J'ai très apprécié ce Goncourt de 1964 qui se déroule dans un pays africain en pleine décolonisation.
Sous fond d'une histoire d'un fonctionnaire de l’Unesco qui retrouve, par hasard, sa femme compagne d'un ministre noir, alors qu'elle l'avait quitté deux ans auparavant pour un de ses amis aventurier blanc, l'auteur aborde le racisme à travers le contexte politique et tous les personnages de son roman.
Georges Conchon sait de quoi il parle. Il ne s'agit pas ici, de racisme anti-noirs débilement dénoncé par les manifestants bédaveurs-oiseux, ni de racisme anti-blancs dénoncé par les sédentaires alcoolo-fachos.
D'un côté par une conviction de supériorité intellectuelle et culturelle, et de l'autre par un esprit de revanche anti-colonialiste, il aborde simplement la haine et la lâcheté de chacun.

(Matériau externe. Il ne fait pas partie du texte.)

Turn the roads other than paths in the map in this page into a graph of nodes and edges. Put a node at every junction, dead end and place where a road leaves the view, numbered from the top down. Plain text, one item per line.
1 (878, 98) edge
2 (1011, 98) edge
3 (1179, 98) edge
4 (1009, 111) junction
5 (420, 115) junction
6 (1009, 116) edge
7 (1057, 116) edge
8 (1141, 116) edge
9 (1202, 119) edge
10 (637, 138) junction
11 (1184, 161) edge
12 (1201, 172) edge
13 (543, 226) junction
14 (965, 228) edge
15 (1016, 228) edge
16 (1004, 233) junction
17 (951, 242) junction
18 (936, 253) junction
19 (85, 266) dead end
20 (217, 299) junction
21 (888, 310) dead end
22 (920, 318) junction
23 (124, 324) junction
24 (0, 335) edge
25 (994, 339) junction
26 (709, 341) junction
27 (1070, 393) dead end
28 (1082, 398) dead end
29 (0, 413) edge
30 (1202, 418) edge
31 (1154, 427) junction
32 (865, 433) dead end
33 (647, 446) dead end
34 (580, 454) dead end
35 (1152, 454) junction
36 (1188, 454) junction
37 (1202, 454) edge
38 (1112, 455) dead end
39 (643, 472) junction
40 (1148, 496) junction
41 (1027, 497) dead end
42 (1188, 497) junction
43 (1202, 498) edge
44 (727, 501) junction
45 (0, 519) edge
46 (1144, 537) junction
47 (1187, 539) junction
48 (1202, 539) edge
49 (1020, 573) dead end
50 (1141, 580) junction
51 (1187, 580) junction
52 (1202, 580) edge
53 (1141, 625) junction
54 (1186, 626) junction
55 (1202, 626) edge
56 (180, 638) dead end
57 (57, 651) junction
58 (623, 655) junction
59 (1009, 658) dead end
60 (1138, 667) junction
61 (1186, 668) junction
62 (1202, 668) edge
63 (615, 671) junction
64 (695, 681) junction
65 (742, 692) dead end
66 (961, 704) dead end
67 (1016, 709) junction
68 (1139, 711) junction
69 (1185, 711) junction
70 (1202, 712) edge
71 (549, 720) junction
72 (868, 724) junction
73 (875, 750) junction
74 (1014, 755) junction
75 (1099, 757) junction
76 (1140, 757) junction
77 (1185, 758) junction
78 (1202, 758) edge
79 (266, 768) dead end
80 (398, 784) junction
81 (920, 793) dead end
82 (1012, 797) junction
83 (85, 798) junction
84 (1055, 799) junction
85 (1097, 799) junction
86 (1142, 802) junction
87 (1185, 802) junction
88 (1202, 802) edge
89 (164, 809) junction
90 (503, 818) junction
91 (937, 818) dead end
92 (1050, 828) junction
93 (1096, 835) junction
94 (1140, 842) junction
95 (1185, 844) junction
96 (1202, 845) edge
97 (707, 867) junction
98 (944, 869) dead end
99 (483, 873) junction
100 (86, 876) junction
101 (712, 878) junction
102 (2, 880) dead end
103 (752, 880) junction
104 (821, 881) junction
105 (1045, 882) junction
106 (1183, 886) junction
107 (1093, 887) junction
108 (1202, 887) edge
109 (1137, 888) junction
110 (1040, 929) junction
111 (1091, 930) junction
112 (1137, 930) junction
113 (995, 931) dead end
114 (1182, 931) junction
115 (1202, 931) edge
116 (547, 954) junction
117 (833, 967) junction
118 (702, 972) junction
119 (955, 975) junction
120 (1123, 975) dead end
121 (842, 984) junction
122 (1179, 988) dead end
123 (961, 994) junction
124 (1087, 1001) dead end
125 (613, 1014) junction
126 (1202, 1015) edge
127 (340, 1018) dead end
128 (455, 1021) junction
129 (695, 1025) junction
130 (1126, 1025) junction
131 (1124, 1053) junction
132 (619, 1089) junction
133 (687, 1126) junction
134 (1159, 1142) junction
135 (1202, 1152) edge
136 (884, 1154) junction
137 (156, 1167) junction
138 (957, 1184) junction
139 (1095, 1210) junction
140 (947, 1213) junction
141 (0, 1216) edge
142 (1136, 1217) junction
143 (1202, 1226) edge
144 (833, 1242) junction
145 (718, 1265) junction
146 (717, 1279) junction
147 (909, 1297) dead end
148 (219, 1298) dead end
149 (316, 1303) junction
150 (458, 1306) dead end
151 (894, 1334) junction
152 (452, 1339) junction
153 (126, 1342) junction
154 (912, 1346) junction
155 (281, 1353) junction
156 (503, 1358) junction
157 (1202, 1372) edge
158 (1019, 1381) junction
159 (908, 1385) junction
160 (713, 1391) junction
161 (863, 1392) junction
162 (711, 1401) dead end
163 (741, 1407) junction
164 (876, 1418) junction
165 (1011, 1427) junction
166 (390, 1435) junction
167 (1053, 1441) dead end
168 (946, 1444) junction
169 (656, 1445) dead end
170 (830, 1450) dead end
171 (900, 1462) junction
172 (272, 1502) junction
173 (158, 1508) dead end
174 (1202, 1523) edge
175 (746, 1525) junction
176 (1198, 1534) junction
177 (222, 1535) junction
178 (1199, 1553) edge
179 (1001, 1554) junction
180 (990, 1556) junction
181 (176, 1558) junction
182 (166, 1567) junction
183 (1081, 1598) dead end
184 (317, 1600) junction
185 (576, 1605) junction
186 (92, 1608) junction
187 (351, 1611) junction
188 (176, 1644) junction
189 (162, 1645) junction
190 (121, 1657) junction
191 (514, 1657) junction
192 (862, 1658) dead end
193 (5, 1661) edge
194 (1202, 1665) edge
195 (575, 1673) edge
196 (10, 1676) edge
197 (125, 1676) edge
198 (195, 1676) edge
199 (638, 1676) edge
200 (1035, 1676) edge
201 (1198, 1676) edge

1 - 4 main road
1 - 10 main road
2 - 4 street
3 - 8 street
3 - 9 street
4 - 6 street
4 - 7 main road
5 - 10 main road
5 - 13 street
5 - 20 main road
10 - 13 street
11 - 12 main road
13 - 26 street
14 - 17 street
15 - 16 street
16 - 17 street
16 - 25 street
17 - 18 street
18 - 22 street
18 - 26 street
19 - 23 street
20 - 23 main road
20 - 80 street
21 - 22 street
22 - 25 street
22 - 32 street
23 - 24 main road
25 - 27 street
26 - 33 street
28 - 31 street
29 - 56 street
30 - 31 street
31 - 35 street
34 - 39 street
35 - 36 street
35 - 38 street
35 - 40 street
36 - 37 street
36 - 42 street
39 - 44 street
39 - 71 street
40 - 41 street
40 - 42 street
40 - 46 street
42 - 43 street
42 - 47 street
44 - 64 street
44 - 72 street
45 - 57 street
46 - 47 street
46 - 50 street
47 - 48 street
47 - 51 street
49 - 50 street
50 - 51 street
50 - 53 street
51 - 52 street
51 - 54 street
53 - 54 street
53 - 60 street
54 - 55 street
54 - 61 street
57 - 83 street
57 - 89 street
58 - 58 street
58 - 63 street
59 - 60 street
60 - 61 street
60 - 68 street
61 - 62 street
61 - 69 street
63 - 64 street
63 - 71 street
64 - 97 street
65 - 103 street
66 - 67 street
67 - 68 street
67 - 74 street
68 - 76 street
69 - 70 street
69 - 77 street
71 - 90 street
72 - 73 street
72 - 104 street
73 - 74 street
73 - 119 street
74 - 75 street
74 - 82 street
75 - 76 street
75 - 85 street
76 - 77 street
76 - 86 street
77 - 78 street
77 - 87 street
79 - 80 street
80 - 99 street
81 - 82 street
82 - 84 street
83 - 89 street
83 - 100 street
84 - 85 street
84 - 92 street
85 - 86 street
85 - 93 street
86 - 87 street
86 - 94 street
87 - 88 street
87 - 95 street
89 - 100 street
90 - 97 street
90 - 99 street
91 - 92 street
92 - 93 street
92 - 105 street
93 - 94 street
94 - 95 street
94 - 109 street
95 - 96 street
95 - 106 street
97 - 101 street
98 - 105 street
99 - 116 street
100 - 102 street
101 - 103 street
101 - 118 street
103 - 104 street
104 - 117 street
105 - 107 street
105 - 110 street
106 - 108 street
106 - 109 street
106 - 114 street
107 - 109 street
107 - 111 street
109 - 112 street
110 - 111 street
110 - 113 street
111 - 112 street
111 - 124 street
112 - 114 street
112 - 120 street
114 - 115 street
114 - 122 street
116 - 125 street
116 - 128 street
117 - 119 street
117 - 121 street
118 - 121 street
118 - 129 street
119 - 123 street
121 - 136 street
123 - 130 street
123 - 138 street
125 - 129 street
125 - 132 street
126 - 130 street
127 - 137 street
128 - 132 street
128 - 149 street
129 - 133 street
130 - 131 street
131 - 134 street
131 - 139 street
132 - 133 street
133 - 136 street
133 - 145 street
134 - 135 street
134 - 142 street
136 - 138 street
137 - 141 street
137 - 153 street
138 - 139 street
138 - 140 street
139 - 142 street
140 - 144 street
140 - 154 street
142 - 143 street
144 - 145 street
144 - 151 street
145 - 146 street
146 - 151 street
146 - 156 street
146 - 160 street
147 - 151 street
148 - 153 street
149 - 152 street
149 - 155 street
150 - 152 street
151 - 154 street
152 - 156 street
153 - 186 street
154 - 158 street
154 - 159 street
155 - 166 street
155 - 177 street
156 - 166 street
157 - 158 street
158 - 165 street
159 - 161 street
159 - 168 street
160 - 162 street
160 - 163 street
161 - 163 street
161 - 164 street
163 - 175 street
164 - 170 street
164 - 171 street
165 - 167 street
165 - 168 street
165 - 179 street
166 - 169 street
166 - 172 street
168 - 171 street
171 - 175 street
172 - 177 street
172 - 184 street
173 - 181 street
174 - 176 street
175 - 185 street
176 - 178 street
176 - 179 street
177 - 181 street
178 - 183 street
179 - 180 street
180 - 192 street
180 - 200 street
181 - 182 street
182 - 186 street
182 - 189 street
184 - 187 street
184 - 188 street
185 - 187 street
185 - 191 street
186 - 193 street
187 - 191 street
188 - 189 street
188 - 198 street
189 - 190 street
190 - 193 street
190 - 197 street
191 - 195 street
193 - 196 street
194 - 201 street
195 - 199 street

A travers les différents personnages, un style littéraire et des dialogues très bruts de décoffrage, les communautés se supportent, mais ne se mélangent pas.
Le couple mixte de Doumbé et Laurence est inconcevable pour les deux communautés, créant une telle explosion de haine que même si l'on n'est pas raciste, on le devient par l’enchainement des évènements.
L'unique personnage sain de ce récit en paiera le prix fort, d'avoir ignorer le racisme de son peuple et des post-colonialistes.
"Tenait-on si fort à se faire les singes de la domination antérieure ? N'en avait-on donc pas assez des abus de pouvoir, de l'arbitraire, de tous les faits du prince ? Voulait-on devenir une république de bêtes ?"
Et pourtant ! L'Afrique n'en n'a toujours pas fini avec ses démons. Si l'on avait laissé gouverner tous les Doumbé, nous n'en serions pas là, 60 ans après.